What you are asked to do: Compute the number of lines in the following data that include the word "paths", and output that number alone.

Information:
▬▬▬▬▬▬

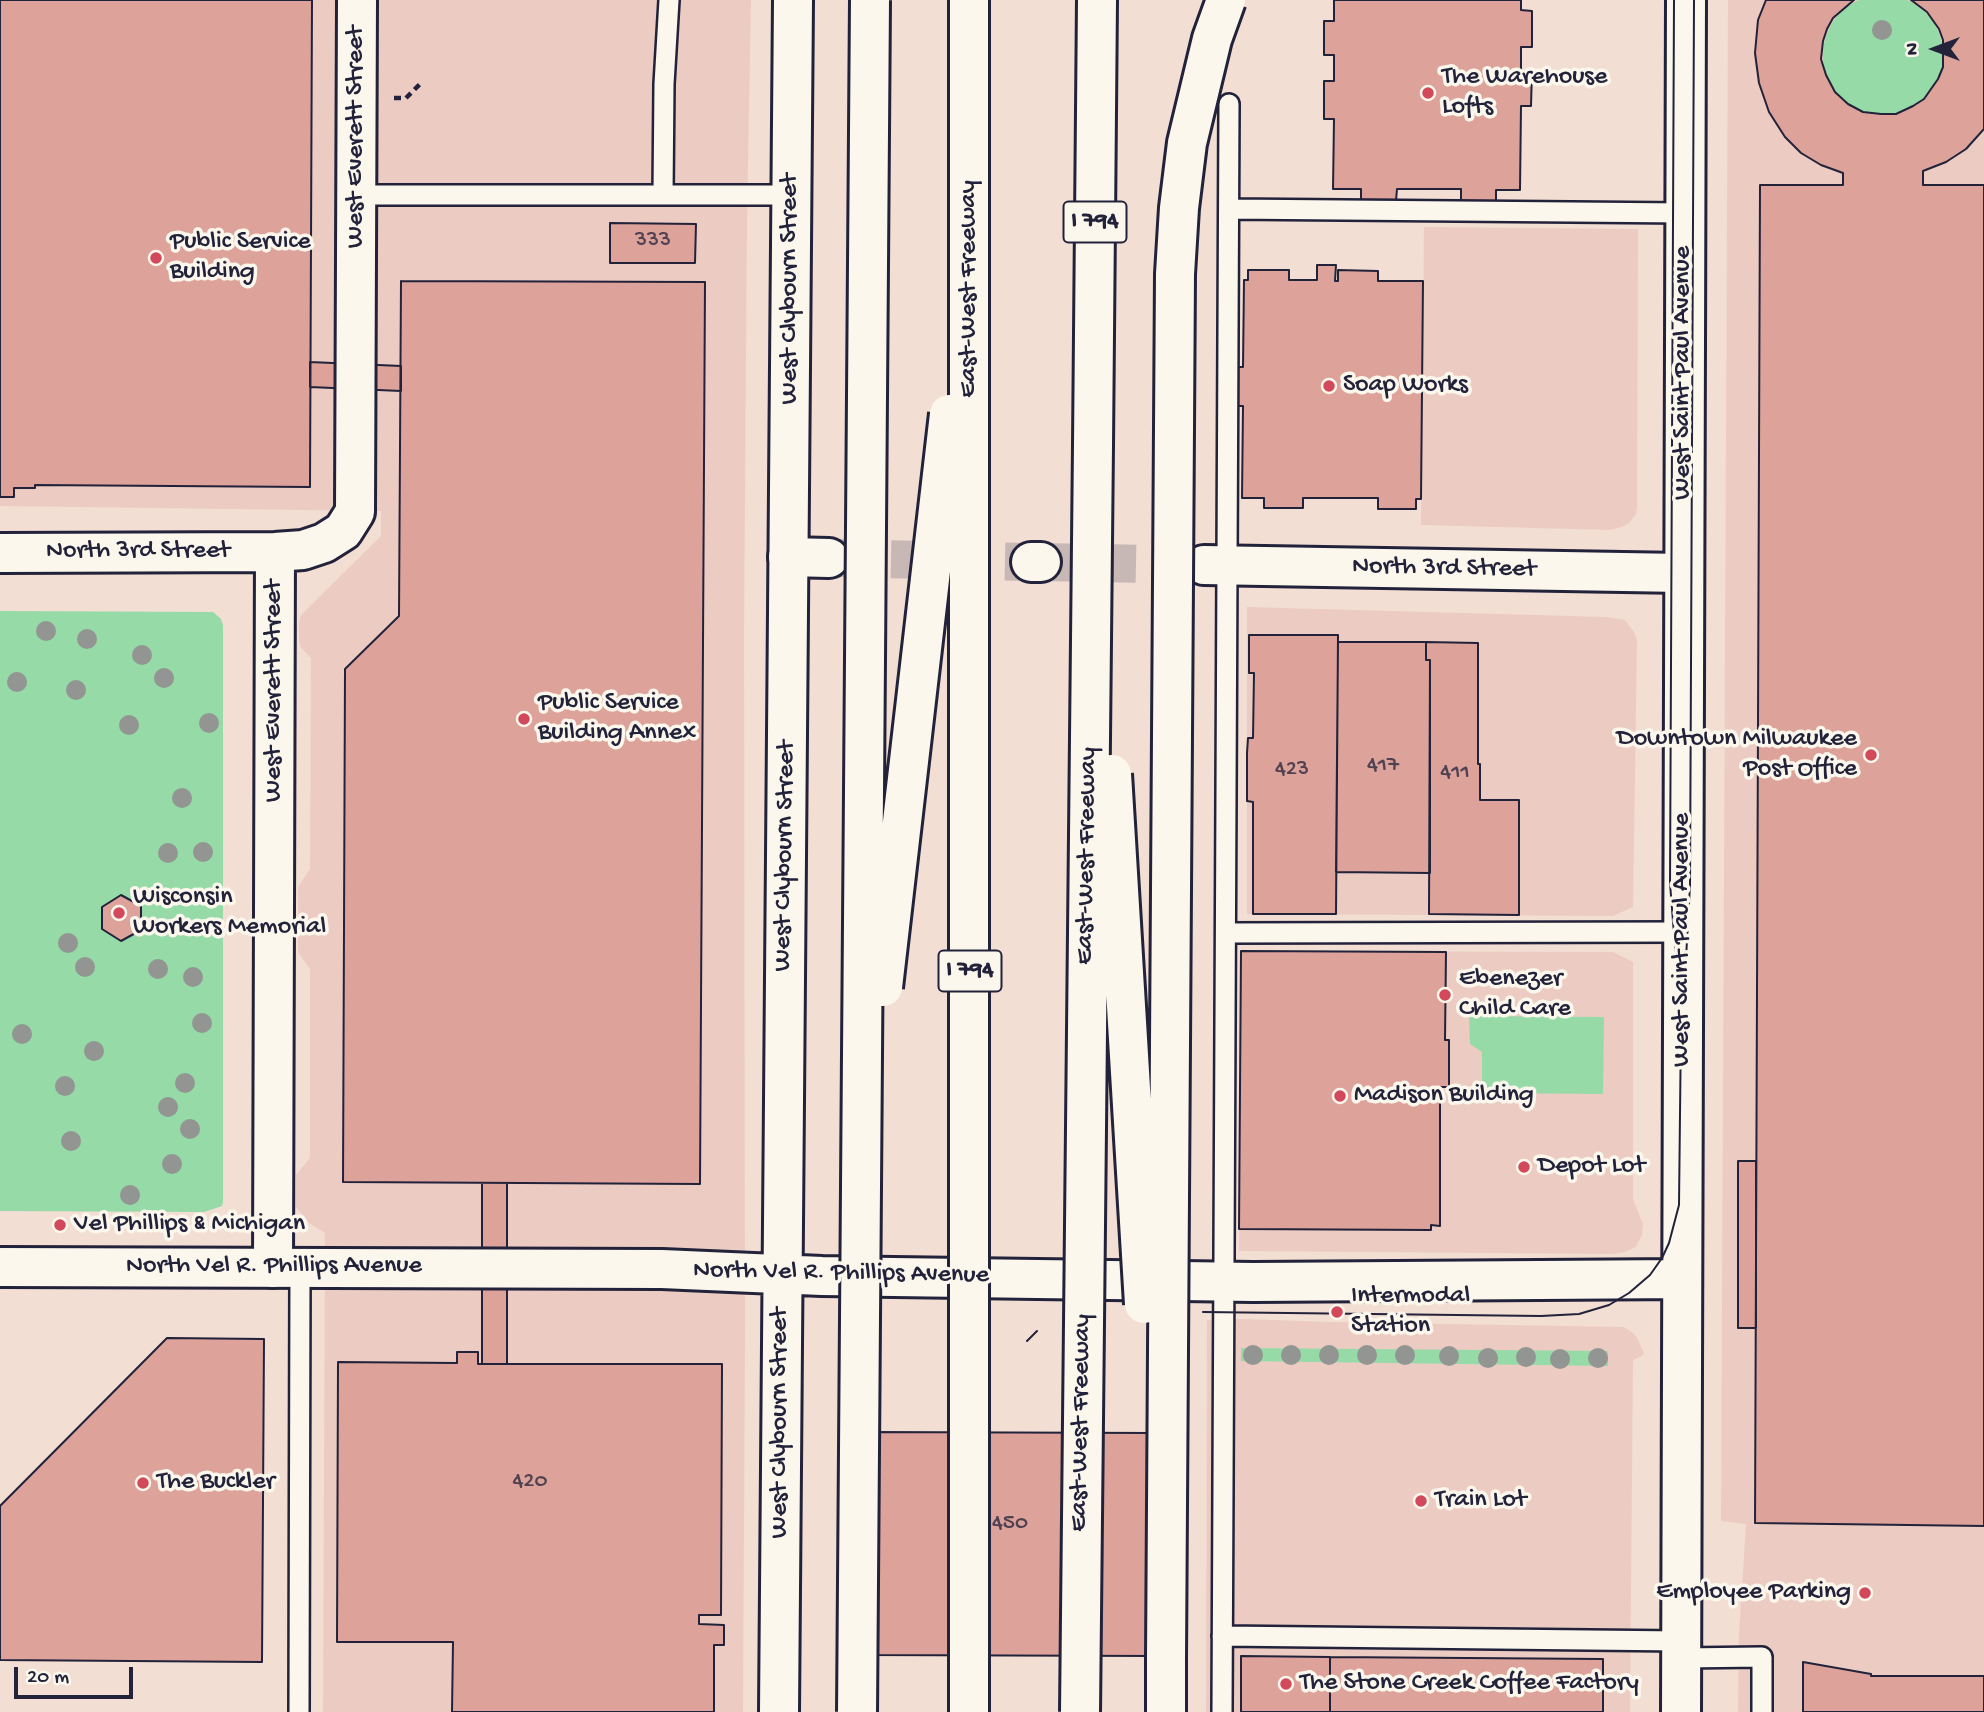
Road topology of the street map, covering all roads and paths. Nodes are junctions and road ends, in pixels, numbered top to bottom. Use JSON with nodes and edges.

▬▬▬▬▬▬

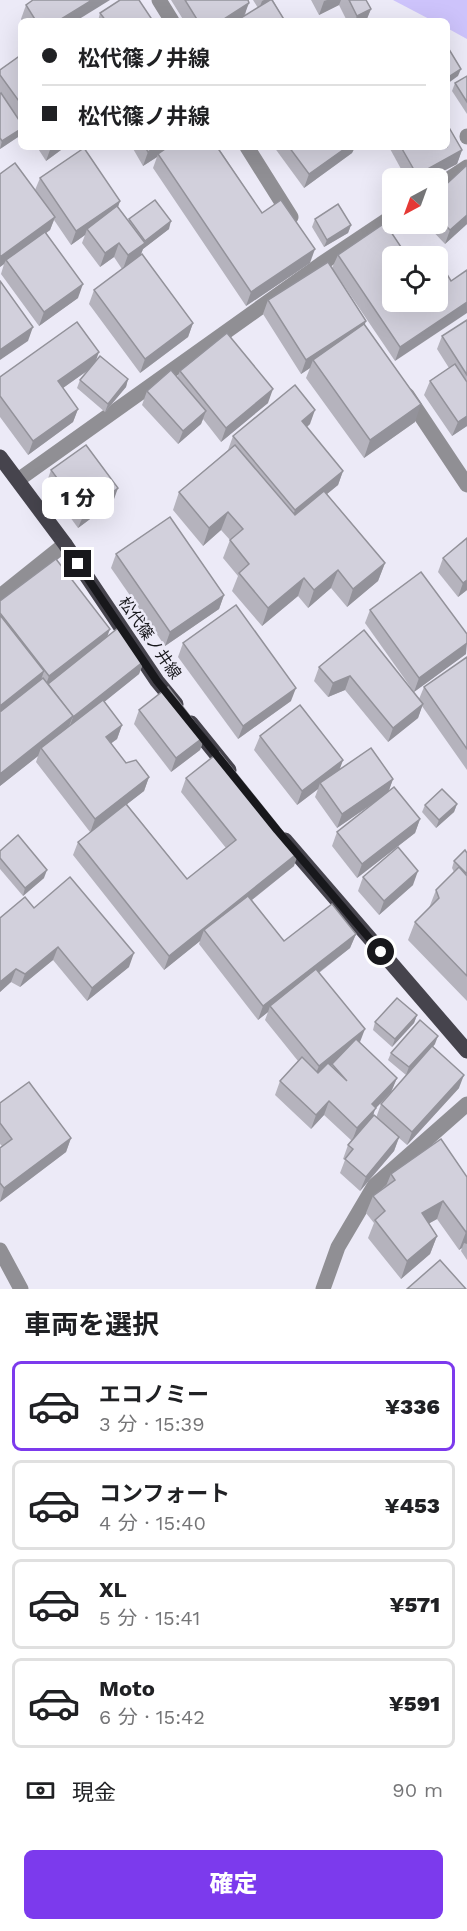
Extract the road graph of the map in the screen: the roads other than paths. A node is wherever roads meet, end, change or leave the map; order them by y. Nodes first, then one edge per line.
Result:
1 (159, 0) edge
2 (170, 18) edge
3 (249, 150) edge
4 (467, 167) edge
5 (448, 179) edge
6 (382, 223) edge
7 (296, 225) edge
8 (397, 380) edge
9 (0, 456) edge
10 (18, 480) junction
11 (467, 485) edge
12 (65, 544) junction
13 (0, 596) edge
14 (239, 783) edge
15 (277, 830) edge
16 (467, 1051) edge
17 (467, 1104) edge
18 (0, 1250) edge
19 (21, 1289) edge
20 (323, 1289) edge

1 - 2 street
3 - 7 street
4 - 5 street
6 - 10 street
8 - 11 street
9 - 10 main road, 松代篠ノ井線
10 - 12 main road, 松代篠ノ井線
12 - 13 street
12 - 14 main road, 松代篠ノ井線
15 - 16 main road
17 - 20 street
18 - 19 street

▬▬▬▬▬▬

Solution to this task: 2